It’s a decent article with just a couple of errors, like the following, which just isn’t true:
Every Zigbee network needs at least one controller device but can support more than one.
That statement would be true for Z wave. Zigbee, in contrast, can be configured for some profiles without any coordinator, but most typically can only have one.
Still, pretty good.
They got it right that zigbee handles hostile environments better, but failed to mention that that’s a specific factor for outdoor devices, because humidity, rain, and snow can all create signal dispersion.
Also, they got it right that Z wave only allows for 4 hops, but failed to mention that Zigbee home automation allows for 15 into the hub and 15 out, and potentially thousands of devices versus the 232 for Z wave.
Still, mostly right, which is impressive these days.

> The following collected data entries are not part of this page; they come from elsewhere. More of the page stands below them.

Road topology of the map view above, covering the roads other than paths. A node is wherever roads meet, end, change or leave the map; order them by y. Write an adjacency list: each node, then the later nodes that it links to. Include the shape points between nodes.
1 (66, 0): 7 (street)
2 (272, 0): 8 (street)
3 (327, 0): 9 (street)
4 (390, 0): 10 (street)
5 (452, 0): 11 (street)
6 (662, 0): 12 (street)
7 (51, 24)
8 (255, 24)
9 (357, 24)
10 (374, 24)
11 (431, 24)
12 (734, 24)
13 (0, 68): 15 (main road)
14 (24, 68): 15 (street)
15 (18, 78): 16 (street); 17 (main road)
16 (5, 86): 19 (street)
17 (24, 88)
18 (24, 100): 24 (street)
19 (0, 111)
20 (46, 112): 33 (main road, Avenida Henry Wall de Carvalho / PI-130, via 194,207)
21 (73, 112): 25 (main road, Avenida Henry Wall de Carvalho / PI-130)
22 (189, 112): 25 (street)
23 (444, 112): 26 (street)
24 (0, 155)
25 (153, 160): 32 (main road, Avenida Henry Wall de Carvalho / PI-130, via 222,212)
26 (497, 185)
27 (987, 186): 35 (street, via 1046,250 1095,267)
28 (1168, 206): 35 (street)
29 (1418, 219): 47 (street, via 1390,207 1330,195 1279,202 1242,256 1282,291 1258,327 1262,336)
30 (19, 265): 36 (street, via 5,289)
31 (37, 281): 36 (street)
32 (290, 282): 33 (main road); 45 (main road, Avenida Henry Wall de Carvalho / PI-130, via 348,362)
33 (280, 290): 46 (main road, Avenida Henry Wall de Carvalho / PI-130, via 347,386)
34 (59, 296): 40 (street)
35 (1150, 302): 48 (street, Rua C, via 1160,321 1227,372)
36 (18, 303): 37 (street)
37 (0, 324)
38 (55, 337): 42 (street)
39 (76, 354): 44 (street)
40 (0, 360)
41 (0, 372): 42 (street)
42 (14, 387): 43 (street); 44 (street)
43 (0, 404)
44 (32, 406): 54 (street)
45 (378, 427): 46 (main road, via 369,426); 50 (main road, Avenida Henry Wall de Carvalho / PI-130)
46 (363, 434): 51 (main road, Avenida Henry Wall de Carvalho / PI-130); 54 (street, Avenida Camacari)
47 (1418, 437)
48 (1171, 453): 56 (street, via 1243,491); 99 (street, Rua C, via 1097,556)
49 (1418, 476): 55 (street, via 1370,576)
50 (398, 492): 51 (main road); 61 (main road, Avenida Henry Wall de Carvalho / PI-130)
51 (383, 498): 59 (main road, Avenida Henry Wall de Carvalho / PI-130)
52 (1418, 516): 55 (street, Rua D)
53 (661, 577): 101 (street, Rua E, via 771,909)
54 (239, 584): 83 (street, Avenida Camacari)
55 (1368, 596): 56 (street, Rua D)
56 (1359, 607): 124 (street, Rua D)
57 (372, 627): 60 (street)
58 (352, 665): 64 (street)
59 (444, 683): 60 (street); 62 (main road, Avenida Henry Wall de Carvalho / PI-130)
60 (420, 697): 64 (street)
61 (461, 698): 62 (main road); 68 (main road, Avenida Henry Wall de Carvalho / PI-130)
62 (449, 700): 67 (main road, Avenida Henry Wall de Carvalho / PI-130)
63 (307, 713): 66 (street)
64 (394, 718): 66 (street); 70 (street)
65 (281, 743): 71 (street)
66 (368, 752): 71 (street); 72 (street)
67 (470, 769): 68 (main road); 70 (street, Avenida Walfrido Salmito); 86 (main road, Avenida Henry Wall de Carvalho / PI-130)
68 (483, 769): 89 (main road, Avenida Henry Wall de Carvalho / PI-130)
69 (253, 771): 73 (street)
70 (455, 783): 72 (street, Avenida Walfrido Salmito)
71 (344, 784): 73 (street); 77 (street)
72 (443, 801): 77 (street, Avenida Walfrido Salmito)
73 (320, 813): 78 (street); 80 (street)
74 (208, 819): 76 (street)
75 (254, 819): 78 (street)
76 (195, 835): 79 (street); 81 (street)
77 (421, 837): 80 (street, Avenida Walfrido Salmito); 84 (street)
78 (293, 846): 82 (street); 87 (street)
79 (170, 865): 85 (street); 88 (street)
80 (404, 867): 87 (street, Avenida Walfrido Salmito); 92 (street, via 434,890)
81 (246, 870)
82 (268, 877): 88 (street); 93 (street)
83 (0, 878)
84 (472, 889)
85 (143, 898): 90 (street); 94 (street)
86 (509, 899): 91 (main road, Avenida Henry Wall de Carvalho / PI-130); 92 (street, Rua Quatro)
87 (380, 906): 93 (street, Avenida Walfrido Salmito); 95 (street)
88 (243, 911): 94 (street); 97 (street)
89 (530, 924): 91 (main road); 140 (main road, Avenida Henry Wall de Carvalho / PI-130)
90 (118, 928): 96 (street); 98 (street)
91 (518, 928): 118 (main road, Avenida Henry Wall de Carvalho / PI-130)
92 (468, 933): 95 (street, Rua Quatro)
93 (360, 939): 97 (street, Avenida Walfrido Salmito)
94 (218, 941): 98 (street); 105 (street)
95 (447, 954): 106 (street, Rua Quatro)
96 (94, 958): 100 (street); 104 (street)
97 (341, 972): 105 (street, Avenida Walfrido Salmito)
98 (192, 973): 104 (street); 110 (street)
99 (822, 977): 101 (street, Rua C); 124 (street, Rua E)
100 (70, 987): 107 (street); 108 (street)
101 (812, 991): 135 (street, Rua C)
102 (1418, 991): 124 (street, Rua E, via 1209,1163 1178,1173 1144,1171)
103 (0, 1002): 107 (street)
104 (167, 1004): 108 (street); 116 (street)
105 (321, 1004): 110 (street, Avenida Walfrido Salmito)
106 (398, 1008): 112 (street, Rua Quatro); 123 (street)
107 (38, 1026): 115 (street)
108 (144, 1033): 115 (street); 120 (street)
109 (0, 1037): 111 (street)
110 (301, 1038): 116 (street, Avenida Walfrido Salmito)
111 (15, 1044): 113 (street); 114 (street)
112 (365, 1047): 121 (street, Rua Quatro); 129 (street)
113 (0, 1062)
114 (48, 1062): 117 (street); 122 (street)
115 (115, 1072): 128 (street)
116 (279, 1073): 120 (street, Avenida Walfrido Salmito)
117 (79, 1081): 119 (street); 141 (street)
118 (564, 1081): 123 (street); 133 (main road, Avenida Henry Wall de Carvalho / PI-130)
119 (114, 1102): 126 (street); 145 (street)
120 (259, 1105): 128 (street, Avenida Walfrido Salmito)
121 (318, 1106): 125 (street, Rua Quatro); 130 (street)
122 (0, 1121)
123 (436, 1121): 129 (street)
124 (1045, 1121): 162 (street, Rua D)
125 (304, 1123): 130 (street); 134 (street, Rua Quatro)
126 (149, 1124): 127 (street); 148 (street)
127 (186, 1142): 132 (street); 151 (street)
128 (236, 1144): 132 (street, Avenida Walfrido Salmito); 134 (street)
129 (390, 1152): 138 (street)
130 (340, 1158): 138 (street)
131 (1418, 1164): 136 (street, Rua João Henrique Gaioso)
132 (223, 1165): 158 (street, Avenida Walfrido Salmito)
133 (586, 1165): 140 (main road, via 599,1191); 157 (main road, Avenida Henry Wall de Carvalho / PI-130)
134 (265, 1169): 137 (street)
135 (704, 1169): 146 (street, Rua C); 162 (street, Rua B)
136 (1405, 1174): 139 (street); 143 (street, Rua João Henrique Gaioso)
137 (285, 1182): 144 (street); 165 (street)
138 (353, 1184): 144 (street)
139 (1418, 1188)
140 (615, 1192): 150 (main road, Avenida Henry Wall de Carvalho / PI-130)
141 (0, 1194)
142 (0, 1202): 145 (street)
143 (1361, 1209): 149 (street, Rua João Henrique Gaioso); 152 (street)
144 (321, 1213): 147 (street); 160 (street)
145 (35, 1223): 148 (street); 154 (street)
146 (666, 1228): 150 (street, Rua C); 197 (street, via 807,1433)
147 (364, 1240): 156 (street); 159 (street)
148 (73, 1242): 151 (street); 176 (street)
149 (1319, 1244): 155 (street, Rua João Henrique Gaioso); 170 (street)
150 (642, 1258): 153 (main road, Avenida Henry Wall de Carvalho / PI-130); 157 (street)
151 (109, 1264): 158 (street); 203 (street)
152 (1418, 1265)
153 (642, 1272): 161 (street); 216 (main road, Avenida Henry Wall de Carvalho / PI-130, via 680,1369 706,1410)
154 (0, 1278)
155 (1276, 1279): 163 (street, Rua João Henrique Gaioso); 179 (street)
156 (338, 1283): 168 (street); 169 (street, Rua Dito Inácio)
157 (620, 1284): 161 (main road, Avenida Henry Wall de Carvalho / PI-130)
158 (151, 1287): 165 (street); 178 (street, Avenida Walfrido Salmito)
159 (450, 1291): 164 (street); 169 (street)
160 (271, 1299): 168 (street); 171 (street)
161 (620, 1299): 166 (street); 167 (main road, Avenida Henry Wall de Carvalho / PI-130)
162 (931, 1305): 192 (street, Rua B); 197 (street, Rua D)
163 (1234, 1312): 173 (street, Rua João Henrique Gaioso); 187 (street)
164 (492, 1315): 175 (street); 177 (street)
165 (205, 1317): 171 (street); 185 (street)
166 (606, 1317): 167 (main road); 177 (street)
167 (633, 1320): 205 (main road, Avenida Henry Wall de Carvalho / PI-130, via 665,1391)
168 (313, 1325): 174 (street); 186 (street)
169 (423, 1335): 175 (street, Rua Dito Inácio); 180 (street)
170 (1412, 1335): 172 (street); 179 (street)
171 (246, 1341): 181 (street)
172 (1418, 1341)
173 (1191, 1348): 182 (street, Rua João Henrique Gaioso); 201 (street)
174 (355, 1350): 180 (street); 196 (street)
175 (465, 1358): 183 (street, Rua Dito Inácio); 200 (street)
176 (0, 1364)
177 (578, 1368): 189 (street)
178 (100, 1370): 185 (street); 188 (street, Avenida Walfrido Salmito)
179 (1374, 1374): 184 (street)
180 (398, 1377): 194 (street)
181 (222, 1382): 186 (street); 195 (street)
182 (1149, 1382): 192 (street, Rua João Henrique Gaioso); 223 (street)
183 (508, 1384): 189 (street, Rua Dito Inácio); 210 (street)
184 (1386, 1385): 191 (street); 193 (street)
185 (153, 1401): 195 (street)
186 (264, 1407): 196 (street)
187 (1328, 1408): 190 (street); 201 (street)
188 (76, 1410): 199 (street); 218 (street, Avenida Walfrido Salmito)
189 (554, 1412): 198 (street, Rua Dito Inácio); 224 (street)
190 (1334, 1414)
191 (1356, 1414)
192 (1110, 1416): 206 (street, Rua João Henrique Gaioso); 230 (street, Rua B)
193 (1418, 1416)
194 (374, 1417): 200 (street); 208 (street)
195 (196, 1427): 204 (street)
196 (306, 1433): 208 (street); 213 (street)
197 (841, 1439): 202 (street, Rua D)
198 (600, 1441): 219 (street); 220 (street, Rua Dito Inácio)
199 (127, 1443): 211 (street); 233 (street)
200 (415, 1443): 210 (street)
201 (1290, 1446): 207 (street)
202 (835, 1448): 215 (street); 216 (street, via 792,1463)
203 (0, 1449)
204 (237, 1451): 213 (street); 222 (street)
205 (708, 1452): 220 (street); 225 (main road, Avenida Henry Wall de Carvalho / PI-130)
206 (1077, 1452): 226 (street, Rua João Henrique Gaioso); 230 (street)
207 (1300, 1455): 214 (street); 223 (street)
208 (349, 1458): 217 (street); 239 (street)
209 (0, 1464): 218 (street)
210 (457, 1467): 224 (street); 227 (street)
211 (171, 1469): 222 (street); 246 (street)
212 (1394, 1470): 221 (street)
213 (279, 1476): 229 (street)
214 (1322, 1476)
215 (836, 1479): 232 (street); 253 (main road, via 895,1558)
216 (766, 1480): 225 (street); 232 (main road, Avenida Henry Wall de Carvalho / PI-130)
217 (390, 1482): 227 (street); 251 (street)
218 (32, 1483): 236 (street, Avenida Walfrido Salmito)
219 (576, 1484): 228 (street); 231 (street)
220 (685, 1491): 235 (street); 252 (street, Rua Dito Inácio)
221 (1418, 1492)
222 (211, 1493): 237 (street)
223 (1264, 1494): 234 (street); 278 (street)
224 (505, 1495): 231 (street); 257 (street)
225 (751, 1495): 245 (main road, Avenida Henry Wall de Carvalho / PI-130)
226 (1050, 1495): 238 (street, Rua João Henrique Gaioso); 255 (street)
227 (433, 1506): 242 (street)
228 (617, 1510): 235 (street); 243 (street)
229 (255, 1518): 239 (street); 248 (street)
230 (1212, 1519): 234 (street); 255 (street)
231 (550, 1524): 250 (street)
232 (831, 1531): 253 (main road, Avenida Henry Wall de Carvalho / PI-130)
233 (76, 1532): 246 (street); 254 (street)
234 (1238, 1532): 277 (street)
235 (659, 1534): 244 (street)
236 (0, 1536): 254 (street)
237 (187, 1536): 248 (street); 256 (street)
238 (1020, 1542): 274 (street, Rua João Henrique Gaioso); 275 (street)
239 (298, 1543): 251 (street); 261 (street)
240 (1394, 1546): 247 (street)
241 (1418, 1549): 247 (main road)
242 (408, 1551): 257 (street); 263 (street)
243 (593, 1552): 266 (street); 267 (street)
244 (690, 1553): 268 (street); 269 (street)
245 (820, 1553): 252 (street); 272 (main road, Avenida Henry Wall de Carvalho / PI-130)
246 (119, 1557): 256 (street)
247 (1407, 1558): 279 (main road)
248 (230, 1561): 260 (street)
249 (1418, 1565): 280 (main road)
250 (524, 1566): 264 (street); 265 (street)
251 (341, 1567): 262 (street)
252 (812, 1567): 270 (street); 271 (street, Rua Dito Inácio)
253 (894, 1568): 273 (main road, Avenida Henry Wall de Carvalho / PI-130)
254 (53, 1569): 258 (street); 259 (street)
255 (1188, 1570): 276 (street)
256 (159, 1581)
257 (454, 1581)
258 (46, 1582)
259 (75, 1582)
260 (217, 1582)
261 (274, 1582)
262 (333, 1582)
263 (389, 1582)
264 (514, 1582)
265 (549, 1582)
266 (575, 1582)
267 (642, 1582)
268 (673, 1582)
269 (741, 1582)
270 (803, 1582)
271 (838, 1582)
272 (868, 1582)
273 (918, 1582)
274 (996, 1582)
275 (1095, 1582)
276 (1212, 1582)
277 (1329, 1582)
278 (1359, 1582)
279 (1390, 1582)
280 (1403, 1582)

For those who’d like to read a little more, the following:
And the Wi-Fi issue, which they sort of mentioned but didn’t really emphasize:
I would also strongly disagree that zwave is “more mature” than zigbee. They were both standardized in the same year, 2003. But they had different missions and different ways of getting there. In terms of do it yourself home residential devices, right now you have more choice with Z wave, although that may very well change because of the echo plus. But it is zigbee which is used in the very high-end home automation and security systems, including control4. It’s just that zigbee was never designed for “piece at a time” Device acquisition for DIY residential work. In most cases you bought a whole set of devices at once and they were all tuned to work together.
If you live in the US, you likely already have zigbee devices in your home. Most television set top boxes use zigbee, as well as most smart meters. And there are many more medical devices that use zigbee than use zwave.
The difference isn’t maturity. The difference is ease-of-use for the do it yourselfer.
If you had to pick one, which would it be?
Just one between Z wave and zigbee?
For many of us, myself included, the primary reason for selecting SmartThings was that it supports multiple protocols. I like to choose the protocol based on the specific device placement and use. So at my house, we typically use Lutron Caseta (which is neither zigbee nor zwave) for light switches, zigbee for smart bulbs and sensors, and Zwave for door locks, plug-in pocket sockets, and in wall micros. We also have some Bluetooth devices which are used with HomeKit.
If I had to pick just one, personally I wouldn’t give up the hue bridge, and I really like zigbee sensors, so it would be zigbee, but I know that I might have some issues with Wi-Fi interference with fixed location devices like door locks. I have a pretty good technical background and know how to deal with that stuff, but it can be challenging for people who don’t have a strong technical background and access to the right tools. But that setup would mean giving up my Lutron light switches, which I really don’t want to do.
If I were recommending a single protocol solution for someone who didn’t have a strong technical background and just had a regular house in the US and was going to install everything themselves, I would recommend Z wave. It’s just a little simpler for DIY Single protocol installations.
But in the real world people are not usually limited to just one protocol, so for someone with simple needs who is doing everything themselves and didn’t have a strong technical background, these days I more commonly suggest they look at HomeKit with Lutron switches and the Phillips hue bridge not just for smart bulbs but also for their sensors and handheld remotes. If they want something pretty simple that works with SmartThings, it’s the same suggestions but they can also use zwave locks and button devices and zigbee sensors if they want.
So that’s the answer I would give, but in the real world I just don’t stick to only one protocol, either for myself or when making recommendations to others. Choice is good.